- _Directions for this task_:
The answer should be each line of the records that contains the word "other"; please copy them all.

- _Task material_:
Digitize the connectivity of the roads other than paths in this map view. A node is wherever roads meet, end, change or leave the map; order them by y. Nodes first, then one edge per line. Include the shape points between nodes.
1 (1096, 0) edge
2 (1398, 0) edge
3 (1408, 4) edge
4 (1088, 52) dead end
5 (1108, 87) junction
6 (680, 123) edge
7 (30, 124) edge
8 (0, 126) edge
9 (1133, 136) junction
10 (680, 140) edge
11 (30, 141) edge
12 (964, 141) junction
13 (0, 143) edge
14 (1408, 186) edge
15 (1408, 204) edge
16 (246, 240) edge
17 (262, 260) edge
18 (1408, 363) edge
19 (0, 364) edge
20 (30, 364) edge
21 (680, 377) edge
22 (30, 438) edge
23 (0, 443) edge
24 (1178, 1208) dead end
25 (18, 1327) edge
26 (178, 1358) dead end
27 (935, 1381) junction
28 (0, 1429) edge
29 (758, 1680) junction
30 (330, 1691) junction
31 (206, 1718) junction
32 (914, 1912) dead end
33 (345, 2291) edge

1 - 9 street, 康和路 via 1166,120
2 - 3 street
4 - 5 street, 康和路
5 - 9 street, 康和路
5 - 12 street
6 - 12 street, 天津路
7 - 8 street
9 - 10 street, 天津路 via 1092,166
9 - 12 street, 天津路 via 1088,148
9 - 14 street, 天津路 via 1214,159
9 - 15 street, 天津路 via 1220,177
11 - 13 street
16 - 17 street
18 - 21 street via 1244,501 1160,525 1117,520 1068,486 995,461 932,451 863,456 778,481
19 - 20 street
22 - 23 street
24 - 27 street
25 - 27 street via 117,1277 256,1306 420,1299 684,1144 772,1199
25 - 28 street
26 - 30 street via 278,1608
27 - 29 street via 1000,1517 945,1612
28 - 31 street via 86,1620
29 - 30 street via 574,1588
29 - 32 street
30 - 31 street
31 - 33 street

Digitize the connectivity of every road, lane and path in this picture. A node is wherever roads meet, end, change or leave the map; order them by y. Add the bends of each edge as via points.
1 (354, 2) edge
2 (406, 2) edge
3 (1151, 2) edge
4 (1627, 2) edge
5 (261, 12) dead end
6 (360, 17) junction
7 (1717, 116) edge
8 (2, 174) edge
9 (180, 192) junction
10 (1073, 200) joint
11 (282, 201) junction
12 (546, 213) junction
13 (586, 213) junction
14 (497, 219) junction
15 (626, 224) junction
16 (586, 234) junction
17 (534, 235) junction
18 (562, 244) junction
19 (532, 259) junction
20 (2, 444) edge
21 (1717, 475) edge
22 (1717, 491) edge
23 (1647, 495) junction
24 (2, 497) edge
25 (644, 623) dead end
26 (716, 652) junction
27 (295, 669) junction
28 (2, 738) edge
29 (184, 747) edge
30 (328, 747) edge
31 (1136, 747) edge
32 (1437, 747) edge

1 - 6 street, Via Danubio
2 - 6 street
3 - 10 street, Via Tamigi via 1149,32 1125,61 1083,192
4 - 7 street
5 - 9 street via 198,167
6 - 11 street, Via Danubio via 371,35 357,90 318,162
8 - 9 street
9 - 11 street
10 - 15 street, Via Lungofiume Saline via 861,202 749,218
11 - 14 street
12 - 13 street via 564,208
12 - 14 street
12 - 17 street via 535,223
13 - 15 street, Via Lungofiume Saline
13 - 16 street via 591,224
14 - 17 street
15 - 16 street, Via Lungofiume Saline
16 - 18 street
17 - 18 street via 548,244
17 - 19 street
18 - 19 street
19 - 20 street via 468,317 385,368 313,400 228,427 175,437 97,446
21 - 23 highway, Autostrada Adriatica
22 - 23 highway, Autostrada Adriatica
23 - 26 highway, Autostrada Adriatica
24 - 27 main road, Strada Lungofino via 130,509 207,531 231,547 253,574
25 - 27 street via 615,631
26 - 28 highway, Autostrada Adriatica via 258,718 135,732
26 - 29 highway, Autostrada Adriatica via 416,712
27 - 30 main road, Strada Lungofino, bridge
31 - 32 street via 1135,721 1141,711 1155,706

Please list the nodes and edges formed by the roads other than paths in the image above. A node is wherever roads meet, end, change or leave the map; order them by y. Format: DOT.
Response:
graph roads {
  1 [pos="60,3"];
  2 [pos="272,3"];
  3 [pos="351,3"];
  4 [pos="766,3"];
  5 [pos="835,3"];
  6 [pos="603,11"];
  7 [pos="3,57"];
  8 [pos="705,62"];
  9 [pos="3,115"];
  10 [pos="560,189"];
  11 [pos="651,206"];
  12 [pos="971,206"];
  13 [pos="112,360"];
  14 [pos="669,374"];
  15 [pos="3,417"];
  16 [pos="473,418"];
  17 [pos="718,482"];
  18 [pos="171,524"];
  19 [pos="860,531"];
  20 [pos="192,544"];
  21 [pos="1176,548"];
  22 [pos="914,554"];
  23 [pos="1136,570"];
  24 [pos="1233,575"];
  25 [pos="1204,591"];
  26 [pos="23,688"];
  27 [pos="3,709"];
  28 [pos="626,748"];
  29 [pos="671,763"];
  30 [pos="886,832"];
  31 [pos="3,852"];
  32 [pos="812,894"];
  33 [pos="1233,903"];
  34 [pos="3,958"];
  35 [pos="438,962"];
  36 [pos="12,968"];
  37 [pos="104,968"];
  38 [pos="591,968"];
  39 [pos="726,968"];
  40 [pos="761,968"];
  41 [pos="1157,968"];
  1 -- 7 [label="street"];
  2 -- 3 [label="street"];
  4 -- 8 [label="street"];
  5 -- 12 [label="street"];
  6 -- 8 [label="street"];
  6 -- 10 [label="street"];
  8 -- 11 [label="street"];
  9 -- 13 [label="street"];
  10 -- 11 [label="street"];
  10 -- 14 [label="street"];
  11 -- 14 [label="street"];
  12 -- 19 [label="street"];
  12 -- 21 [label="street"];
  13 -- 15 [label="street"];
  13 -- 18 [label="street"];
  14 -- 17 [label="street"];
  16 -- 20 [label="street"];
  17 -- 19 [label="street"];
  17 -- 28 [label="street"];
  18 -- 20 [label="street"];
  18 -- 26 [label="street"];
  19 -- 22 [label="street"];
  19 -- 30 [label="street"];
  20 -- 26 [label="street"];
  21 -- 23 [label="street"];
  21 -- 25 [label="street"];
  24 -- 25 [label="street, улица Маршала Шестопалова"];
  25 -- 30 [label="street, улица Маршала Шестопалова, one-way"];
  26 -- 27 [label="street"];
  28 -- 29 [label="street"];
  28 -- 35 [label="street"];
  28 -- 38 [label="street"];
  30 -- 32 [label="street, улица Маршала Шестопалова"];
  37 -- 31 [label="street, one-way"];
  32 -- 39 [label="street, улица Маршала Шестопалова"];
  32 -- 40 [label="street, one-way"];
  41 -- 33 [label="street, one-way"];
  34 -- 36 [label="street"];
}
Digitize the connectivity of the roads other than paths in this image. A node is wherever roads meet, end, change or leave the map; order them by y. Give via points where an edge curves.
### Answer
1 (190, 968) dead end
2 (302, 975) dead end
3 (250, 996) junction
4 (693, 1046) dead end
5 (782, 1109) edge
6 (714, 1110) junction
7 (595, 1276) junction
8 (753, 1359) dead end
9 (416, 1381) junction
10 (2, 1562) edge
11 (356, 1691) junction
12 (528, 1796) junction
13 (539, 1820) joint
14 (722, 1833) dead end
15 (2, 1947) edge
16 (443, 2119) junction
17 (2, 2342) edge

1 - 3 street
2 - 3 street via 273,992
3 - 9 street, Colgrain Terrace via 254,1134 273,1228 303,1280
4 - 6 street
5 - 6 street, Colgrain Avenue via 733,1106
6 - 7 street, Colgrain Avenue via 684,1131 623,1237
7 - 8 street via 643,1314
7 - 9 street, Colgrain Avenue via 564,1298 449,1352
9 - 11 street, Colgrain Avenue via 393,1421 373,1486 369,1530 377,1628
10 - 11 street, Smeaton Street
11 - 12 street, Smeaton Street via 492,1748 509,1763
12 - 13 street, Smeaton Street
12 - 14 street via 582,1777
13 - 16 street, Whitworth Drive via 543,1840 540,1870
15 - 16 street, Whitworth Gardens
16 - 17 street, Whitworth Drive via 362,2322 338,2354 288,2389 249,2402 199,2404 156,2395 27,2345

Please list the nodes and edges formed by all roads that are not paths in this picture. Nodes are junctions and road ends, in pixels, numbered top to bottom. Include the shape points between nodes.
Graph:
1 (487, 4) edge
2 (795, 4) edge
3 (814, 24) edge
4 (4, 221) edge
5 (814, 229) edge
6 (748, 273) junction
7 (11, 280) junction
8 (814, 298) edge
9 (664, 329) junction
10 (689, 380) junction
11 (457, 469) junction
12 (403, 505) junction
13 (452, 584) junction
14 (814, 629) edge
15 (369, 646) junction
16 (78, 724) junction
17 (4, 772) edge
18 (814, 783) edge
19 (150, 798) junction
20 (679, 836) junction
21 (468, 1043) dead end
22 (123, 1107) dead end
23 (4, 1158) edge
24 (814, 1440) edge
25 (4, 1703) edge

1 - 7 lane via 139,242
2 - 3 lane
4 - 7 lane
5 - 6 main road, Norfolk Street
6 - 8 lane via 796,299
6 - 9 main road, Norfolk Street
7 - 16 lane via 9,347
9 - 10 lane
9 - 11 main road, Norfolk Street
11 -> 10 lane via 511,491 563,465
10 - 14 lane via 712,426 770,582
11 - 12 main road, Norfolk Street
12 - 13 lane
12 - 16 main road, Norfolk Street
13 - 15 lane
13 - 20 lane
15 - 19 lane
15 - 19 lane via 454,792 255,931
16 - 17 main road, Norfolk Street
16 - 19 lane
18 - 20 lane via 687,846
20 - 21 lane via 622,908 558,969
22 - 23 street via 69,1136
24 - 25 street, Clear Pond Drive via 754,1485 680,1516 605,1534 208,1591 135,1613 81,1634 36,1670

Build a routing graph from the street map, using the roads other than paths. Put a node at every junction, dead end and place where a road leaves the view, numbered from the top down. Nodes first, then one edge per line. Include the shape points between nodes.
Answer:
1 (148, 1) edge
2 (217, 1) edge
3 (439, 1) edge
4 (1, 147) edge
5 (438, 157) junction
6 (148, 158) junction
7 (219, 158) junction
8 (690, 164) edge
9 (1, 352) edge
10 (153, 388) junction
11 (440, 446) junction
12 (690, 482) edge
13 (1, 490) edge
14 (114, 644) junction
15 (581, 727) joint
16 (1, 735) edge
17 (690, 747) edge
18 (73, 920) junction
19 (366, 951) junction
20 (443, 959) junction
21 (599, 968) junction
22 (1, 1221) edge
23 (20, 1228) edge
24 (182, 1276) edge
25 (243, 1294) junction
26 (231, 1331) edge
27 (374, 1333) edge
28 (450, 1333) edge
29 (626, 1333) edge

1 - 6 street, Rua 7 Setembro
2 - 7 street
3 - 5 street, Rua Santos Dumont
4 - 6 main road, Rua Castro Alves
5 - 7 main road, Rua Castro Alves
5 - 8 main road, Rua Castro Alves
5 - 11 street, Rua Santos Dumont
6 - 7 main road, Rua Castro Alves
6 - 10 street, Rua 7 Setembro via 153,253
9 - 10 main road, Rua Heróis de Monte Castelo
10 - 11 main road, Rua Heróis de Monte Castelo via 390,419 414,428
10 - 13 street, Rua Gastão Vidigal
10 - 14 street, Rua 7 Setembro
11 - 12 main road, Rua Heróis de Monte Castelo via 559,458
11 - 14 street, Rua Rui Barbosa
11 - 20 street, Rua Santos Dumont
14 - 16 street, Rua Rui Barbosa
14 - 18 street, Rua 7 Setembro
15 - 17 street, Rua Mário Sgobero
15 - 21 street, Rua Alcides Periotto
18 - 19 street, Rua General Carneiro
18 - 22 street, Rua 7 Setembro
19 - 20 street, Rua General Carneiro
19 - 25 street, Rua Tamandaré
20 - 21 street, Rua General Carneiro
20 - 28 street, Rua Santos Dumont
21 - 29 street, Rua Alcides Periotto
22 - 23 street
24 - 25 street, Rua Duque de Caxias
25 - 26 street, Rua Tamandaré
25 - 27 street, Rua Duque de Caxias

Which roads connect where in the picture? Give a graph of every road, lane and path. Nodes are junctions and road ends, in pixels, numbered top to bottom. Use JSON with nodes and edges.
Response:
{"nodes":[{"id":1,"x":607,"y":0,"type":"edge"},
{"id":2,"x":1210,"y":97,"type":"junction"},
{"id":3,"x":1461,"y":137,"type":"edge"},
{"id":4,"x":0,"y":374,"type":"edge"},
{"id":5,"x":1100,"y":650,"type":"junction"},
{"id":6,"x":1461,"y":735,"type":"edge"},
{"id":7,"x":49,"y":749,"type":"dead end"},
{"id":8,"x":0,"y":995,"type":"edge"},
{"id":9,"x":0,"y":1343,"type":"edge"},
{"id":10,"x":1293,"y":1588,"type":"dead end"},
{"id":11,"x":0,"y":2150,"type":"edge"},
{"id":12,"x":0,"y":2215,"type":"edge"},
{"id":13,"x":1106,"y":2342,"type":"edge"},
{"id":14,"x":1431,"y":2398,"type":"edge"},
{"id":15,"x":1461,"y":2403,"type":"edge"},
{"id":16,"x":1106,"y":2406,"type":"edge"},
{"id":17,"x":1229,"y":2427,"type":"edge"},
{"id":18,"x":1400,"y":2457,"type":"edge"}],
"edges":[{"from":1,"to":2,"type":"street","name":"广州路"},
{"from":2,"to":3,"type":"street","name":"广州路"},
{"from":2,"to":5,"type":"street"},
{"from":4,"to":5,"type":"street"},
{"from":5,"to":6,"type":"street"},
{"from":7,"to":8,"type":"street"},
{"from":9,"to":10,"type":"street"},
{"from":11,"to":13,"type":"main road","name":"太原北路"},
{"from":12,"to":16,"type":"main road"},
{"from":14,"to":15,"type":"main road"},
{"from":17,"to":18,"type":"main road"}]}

- _Exercise result_:
Digitize the connectivity of the roads other than paths in this map view. A node is wherever roads meet, end, change or leave the map; order them by y. Nodes first, then one edge per line. Include the shape points between nodes.
Please list the nodes and edges formed by the roads other than paths in the image above. A node is wherever roads meet, end, change or leave the map; order them by y. Format: DOT.
Digitize the connectivity of the roads other than paths in this image. A node is wherever roads meet, end, change or leave the map; order them by y. Give via points where an edge curves.
Build a routing graph from the street map, using the roads other than paths. Put a node at every junction, dead end and place where a road leaves the view, numbered from the top down. Nodes first, then one edge per line. Include the shape points between nodes.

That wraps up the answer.